Apesar de não minimizar estas ameaças, o ex-primeiro-ministro finlandês Alexander Stubb sugere que existe um risco mais real de ciberataques russos, campanhas de desinformação e ocasionais violações do espaço aéreo.

A NATO vai tornar a Suécia e a Finlândia mais seguras?

Pelo menos na Suécia, existe uma significativa minoria que pensa que não.

Deborah Solomon, da Sociedade Sueca para a Paz e a Arbitragem, argumenta que a dissuasão nuclear da NATO aumenta as tensões e riscos na corrida aos armamentos com a Rússia. Isso complicaria os esforços de paz, alega a representante, e tornaria a Suécia num local menos seguro.

Outro receio consiste em que em caso de adesão à NATO, a Suécia deverá perder a sua posição de liderança nos esforços de desarmamento à escala global. A ex-ministra Margot Wallstrom recorda como alguns ministros dos Negócios Estrangeiros da NATO foram fortemente pressionados pelos Estados Unidos para não participarem nas negociações sobre desarmamento promovidas pela ONU em 2019. Mas Hultqvist, o atual ministro da Defesa sueco, mantém que não existe contradição entre o estatuto de Estado-membro da NATO e as ambições suecas sobre o desarmamento.
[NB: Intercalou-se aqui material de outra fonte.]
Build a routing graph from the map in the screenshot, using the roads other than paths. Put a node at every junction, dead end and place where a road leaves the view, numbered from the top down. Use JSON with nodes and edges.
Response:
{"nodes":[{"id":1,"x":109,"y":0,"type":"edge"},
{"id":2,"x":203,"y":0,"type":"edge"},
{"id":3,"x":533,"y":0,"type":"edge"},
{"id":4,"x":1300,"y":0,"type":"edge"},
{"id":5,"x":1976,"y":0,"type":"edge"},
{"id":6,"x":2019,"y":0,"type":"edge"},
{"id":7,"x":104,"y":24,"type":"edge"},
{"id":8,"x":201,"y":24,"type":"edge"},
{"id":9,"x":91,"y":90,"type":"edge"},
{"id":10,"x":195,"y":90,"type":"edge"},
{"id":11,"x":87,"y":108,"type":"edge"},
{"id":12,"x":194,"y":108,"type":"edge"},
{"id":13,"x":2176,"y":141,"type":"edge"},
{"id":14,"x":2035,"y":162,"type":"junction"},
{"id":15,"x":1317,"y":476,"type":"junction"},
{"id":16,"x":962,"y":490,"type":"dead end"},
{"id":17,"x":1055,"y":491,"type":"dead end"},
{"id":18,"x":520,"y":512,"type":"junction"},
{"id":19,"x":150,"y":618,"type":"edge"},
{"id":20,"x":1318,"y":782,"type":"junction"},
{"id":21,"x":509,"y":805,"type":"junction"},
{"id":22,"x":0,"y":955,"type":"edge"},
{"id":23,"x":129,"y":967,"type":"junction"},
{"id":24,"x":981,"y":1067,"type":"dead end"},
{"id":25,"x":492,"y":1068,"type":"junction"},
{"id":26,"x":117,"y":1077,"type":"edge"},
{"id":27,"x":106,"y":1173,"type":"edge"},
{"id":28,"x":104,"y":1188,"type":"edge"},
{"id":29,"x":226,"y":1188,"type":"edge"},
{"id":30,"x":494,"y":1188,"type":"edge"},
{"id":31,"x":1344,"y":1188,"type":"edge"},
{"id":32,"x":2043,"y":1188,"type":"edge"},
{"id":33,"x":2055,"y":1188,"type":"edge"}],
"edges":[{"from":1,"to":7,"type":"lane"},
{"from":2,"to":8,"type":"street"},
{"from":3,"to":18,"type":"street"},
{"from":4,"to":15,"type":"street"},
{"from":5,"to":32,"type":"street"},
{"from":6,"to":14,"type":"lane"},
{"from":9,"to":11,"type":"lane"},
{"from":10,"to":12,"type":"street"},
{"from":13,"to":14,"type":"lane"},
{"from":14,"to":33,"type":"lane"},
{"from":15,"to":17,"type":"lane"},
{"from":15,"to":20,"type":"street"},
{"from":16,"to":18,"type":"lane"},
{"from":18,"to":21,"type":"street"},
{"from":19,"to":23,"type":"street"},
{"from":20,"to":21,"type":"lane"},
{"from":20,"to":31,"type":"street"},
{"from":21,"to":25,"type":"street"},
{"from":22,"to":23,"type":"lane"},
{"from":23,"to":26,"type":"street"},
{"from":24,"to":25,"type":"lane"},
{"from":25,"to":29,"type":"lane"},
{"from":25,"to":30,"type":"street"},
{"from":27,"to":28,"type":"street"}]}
Muitos dos suecos céticos sobre a adesão à NATO recuam até às décadas entre 1960 e 1980, quando a Suécia usufruiu da sua neutralidade para se afirmar como um mediador internacional e aliado do mundo colonizado.

Criticavam quer a União Soviética quer os Estados Unidos, e referem que numa determinada situação durante a década de 1970 foram o único país ocidental que apoiou o movimento ‘anti-apartheid’ na África do Sul.

Se a Suécia aderir a NATO, irá “abandonar o sonho” de ser um mediador, argumenta Solomon. A neutralidade da Finlândia era muito diferente. Surgiu como uma condição para a paz imposta pela União Soviética em 1948 através de um “acordo de amizade”. Foi encarado como uma forma pragmática de sobrevivência e de assegurar a independência do país.

A neutralidade da Suécia era uma questão de identidade e ideologia, enquanto na Finlândia era uma questão de sobrevivência, assinalou Henrik Meinander. Parte do motivo pelo qual a Suécia pode inclusive promover um amplo debate sobre a adesão à NATO relaciona-se com o facto de utilizar a Finlândia e os países do Báltico como uma “zona tampão”, considera o historiador.

A Finlândia abandonou a sua neutralidade após o colapso da União Soviética. Virou-se para o Ocidente e desejou libertar-se da esfera de influência soviética. A adesão à União Europeia foi encarada não apenas como uma forma de garantir vantagens económicas, mas também benefícios de segurança.

Iro Sarkka sugere que uma adesão à NATO em 1990 foi encarada pela Finlândia como um passo demasiado grande, e quando acabava de emergir do seu estatuto de neutralidade. Mas os tempos e as perceções do risco mudaram. Agora, muitos finlandeses dizem estar prontos.